Я бы переселился в палату Алана, будь такая возможность.

Но мне не разрешают.

90. прожить заново


– Тебе сразу же станет легче, – уверяет мама, но я невольно продолжаю разглядывать ее щеку.

– Не пойду, мам. – И я переворачиваюсь на другой бок, натягиваю чистые белые простыни на голову; в коридоре за дверью слышится приглушенный спор.

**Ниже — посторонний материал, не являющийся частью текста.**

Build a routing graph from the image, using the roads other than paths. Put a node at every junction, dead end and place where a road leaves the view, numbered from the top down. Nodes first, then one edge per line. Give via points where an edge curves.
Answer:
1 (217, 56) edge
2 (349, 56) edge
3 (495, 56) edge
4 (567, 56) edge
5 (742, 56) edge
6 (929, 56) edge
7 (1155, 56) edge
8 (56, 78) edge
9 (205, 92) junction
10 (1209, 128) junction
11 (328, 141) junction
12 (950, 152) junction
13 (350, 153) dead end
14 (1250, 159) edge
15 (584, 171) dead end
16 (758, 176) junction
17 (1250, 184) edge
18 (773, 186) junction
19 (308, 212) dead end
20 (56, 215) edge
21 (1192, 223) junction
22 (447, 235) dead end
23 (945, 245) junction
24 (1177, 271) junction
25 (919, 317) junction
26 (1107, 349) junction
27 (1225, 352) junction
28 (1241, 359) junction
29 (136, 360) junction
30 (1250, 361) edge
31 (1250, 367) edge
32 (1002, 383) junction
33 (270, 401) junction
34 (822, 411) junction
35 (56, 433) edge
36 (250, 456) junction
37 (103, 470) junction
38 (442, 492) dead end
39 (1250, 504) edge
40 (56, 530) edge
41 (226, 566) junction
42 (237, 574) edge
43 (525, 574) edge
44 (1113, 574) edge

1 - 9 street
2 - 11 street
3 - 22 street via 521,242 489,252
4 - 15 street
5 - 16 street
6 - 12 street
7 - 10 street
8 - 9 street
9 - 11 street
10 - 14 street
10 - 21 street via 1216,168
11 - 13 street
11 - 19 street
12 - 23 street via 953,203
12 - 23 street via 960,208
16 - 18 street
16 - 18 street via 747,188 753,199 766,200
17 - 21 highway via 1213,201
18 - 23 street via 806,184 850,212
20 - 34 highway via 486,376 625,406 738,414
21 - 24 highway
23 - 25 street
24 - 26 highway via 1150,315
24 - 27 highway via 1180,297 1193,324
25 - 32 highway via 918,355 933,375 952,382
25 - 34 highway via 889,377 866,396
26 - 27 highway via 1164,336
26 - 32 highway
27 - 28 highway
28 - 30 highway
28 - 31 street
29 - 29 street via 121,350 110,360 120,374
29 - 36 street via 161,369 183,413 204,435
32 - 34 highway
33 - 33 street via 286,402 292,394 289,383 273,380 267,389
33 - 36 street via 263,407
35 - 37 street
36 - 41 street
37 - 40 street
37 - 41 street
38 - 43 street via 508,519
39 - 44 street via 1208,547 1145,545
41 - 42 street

Когда я пропустил первые два дня, родители решили, что теперь мне уже пора возвращаться в школу. Пусть говорят что угодно, но мой лучший друг в коме, которую я должен был предотвратить, если бы не напился и не позволил безумцу посадить меня в крысиную клетку на три месяца (или шесть часов, не суть), так что нет: вряд ли я просто так встану, оденусь и начну заново год, который уже наполовину прожил.

Я беру компьютер, забираюсь обратно в постель, включаю текстовый редактор и смотрю на экран. Рукопись открывается на последнем написанном мною тексте: «Моя краткая история, часть двадцать вторая» – про мальчика с собакой в пещере Шове. Дальше ничего нет. Восемнадцать «Кратких историй», тысячи слов исчезли. Будто их и не было.

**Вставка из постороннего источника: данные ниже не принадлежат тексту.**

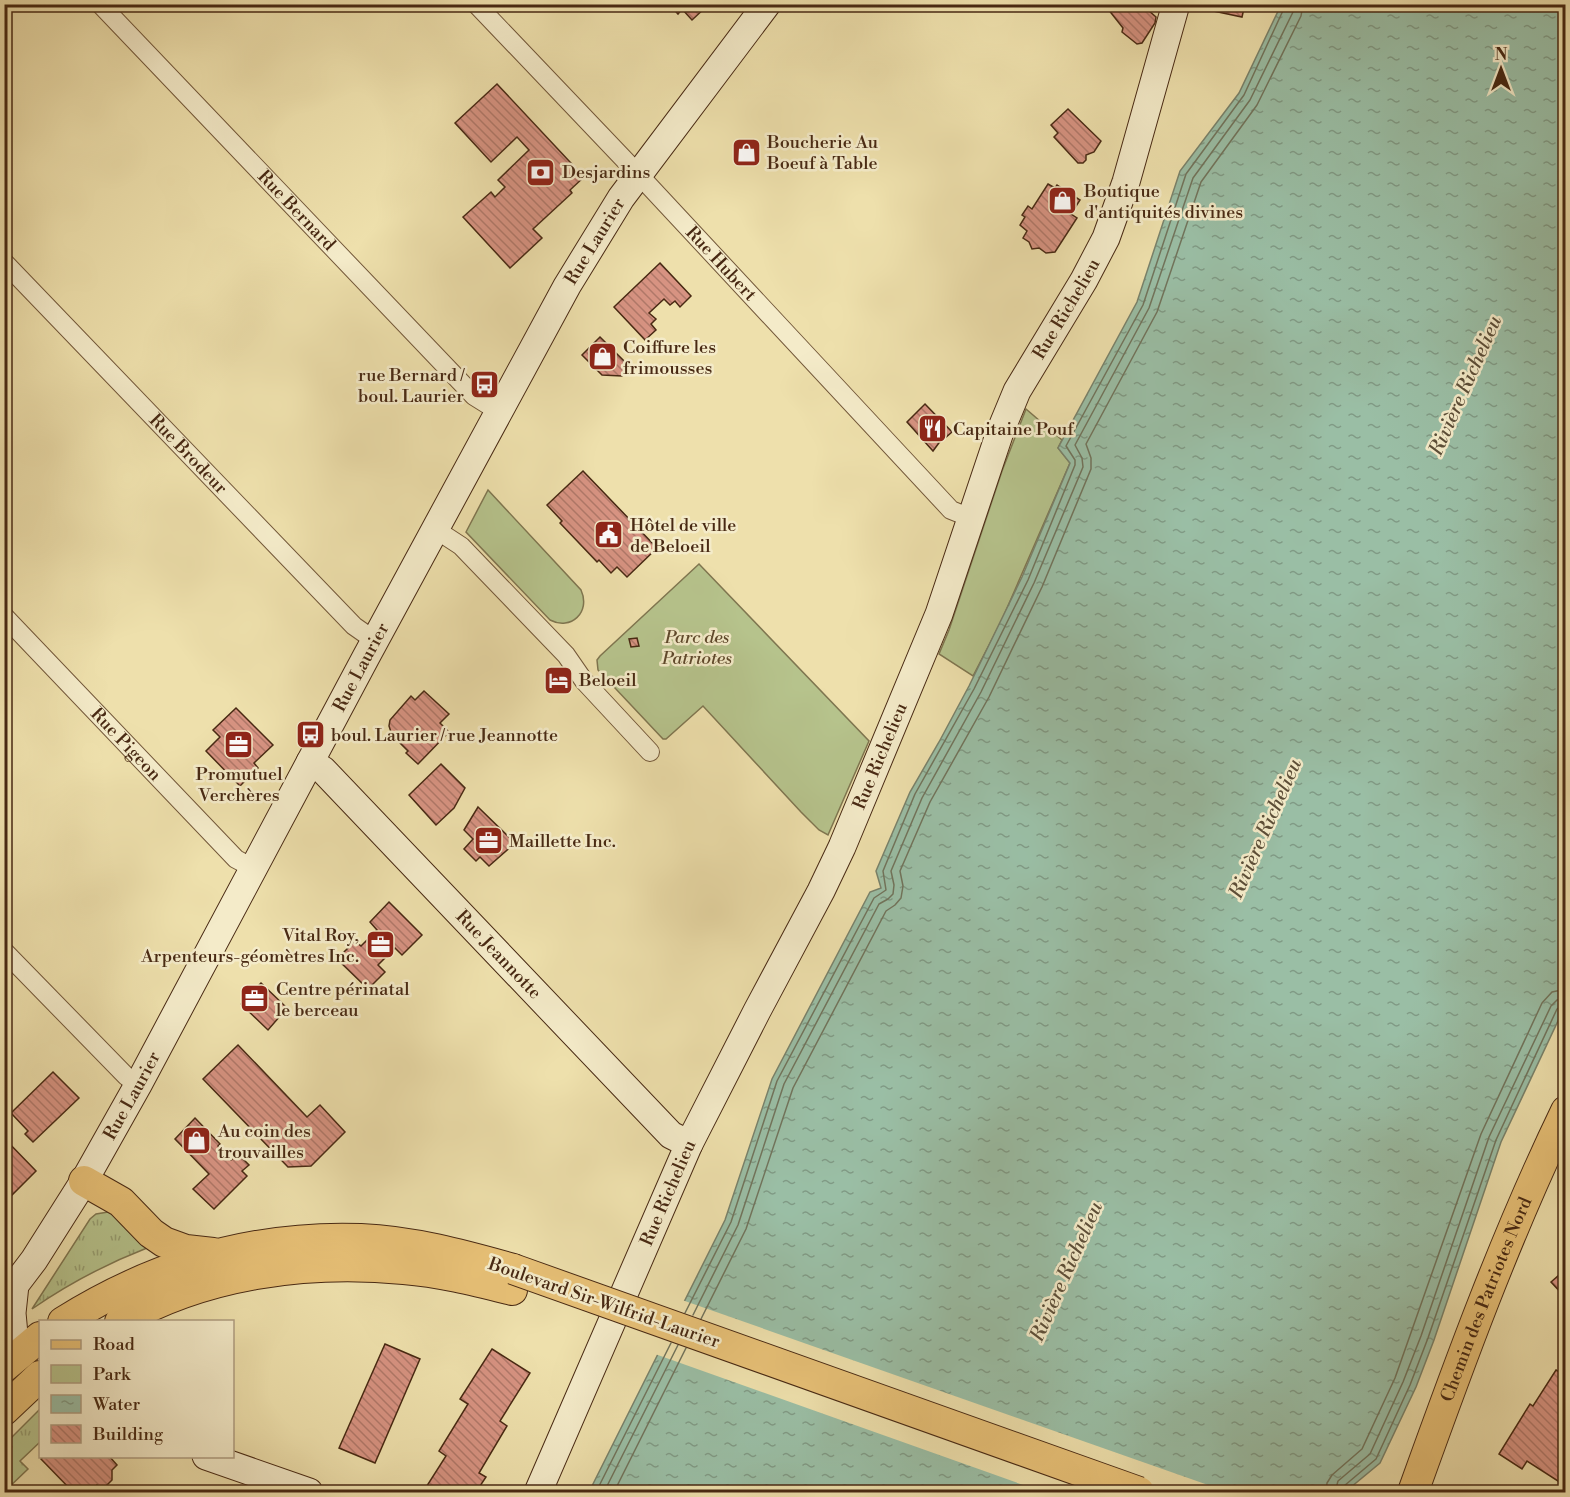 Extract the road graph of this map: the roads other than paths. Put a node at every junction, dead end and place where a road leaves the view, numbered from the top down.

Наверное, их и правда не было.



Можно ли проткнуть барабанную перепонку пальцем или нужно что-нибудь поострее, вроде карандаша? Можно ли сломать коленную чашечку молотком; за какое время зажигалка прожжет кожу и мышцы и огонь доберется до кости; с какого этажа можно упасть и выжить; какая самая мясистая часть тела, которую можно как следует искалечить, прежде чем человек умрет?

Сегодня я не еду к Алану. Вместо этого я ныряю в самую глубину, в одеяла и подушки, и лежу там с выключенным светом, воображая разные нестандартные способы причинить боль Ротору. Посторонний мог бы сказать: «Всего-то три месяца – наплевать и забыть», но дело не во времени. Дело в поездке в Манхэттенский университет, в «Кротовой норе». Дело в историях, которые рассказали мне мистер Элам и Филип Пэриш, в тысячах слов, написанных мной и теперь исчезнувших. Дело в том, насколько у нас совпадали вкусы с Сарой Лавлок, в ее ангельском голосе, в ее любви к Миле Генри и воплощении всего того, чего я ищу в подруге: она была буквально девушкой моей мечты.

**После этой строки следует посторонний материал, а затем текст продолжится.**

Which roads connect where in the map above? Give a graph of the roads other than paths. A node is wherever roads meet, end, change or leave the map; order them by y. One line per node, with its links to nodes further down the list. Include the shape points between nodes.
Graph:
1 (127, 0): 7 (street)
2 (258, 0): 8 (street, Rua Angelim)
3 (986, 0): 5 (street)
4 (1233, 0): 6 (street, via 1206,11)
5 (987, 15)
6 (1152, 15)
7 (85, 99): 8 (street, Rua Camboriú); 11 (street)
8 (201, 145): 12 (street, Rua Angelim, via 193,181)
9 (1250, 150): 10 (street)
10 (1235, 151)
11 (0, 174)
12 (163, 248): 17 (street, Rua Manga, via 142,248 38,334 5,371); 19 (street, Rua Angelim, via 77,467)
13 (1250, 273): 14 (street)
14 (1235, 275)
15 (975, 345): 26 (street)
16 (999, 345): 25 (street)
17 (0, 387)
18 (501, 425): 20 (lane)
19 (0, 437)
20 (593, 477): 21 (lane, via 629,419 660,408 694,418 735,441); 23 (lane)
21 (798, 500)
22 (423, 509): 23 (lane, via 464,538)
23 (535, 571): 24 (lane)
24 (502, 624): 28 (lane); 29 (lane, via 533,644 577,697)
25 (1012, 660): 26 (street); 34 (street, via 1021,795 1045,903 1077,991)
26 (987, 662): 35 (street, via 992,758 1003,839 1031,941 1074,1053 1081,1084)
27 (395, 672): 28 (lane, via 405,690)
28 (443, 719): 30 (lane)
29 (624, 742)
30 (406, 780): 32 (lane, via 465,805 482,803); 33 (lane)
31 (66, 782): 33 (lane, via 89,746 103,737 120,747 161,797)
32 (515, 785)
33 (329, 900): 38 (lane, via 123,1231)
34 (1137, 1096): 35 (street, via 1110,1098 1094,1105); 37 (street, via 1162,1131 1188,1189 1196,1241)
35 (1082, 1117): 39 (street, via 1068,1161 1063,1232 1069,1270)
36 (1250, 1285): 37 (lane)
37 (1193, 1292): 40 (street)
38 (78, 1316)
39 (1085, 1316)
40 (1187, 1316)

Дело в моем лучшем друге, который может не прийти в себя.

Поступки, мысли, окружение – это и есть жизнь. Так что да, всего-то три месяца, но дело не во времени – дело в жизни.

91. опора и забота


– Вэл не хочет уходить. – Мама, кажется, плакала; на ней та же одежда, что и вчера.

Вслед за ней тихонько входит в комнату папа:

– Она говорит, что вчера ты не приехал в больницу и теперь она не уйдет, пока тебя не увидит.

Я еще не вставал с постели, и если только не…

– Что-нибудь изменилось? У Алана?

– Нет, – отвечает папа.

Невероятно, сколько страданий может причинить такое коротенькое слово.

Я отворачиваюсь и натягиваю одеяло поверх головы:

– Я устал. Скажите ей, что мы увидимся завтра.

Из-под одеяла я слышу, как папа пересекает комнату, пока не оказывается надо мной:

– Думаешь, всем остальным не тяжело? Алан мне как сын, Ной. И представь, как он будет разочарован, когда очнется и узнает, что его лучший друг дрыхнет дома. И теперь Вэл буквально поселилась у нас на кухне, потому что ей не все равно. Знаешь, как это называется? Дружба.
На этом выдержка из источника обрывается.